### [TASK TO COMPLETE]
Every entry in the listing below has to be transcribed exactly.

### [INPUT]
************

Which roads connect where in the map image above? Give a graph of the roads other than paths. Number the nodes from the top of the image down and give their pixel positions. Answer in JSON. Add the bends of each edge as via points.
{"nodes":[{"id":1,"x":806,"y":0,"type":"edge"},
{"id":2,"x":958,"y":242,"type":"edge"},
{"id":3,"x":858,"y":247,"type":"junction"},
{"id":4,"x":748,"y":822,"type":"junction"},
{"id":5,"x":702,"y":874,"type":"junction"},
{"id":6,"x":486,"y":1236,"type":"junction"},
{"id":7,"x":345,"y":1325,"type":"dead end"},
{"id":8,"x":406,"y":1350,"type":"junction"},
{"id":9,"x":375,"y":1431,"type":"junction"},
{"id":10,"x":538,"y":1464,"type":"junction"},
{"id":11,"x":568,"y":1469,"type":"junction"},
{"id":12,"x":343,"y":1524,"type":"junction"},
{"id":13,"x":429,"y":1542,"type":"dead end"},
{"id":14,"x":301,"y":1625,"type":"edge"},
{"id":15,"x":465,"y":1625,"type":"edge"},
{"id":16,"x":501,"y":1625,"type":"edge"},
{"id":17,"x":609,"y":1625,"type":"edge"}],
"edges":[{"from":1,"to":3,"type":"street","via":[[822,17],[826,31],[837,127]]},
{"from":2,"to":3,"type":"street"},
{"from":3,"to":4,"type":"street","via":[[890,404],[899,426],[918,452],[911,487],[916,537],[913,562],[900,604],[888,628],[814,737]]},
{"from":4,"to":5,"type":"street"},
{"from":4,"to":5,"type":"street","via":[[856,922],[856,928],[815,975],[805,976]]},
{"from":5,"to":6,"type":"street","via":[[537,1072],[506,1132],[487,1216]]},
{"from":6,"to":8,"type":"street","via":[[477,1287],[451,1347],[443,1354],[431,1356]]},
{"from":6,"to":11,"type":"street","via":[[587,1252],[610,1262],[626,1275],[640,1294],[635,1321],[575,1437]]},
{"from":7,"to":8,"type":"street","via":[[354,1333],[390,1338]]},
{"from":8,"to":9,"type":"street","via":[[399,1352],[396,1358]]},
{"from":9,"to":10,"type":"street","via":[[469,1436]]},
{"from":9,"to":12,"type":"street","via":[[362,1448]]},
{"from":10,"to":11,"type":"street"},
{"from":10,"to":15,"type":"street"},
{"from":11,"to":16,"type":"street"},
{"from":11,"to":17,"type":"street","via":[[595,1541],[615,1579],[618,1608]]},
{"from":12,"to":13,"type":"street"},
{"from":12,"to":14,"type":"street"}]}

************

### [ANSWER BOX]
Which roads connect where in the map image above? Give a graph of the roads other than paths. Number the nodes from the top of the image down and give their pixel positions. Answer in JSON. Add the bends of each edge as via points.
{"nodes":[{"id":1,"x":806,"y":0,"type":"edge"},
{"id":2,"x":958,"y":242,"type":"edge"},
{"id":3,"x":858,"y":247,"type":"junction"},
{"id":4,"x":748,"y":822,"type":"junction"},
{"id":5,"x":702,"y":874,"type":"junction"},
{"id":6,"x":486,"y":1236,"type":"junction"},
{"id":7,"x":345,"y":1325,"type":"dead end"},
{"id":8,"x":406,"y":1350,"type":"junction"},
{"id":9,"x":375,"y":1431,"type":"junction"},
{"id":10,"x":538,"y":1464,"type":"junction"},
{"id":11,"x":568,"y":1469,"type":"junction"},
{"id":12,"x":343,"y":1524,"type":"junction"},
{"id":13,"x":429,"y":1542,"type":"dead end"},
{"id":14,"x":301,"y":1625,"type":"edge"},
{"id":15,"x":465,"y":1625,"type":"edge"},
{"id":16,"x":501,"y":1625,"type":"edge"},
{"id":17,"x":609,"y":1625,"type":"edge"}],
"edges":[{"from":1,"to":3,"type":"street","via":[[822,17],[826,31],[837,127]]},
{"from":2,"to":3,"type":"street"},
{"from":3,"to":4,"type":"street","via":[[890,404],[899,426],[918,452],[911,487],[916,537],[913,562],[900,604],[888,628],[814,737]]},
{"from":4,"to":5,"type":"street"},
{"from":4,"to":5,"type":"street","via":[[856,922],[856,928],[815,975],[805,976]]},
{"from":5,"to":6,"type":"street","via":[[537,1072],[506,1132],[487,1216]]},
{"from":6,"to":8,"type":"street","via":[[477,1287],[451,1347],[443,1354],[431,1356]]},
{"from":6,"to":11,"type":"street","via":[[587,1252],[610,1262],[626,1275],[640,1294],[635,1321],[575,1437]]},
{"from":7,"to":8,"type":"street","via":[[354,1333],[390,1338]]},
{"from":8,"to":9,"type":"street","via":[[399,1352],[396,1358]]},
{"from":9,"to":10,"type":"street","via":[[469,1436]]},
{"from":9,"to":12,"type":"street","via":[[362,1448]]},
{"from":10,"to":11,"type":"street"},
{"from":10,"to":15,"type":"street"},
{"from":11,"to":16,"type":"street"},
{"from":11,"to":17,"type":"street","via":[[595,1541],[615,1579],[618,1608]]},
{"from":12,"to":13,"type":"street"},
{"from":12,"to":14,"type":"street"}]}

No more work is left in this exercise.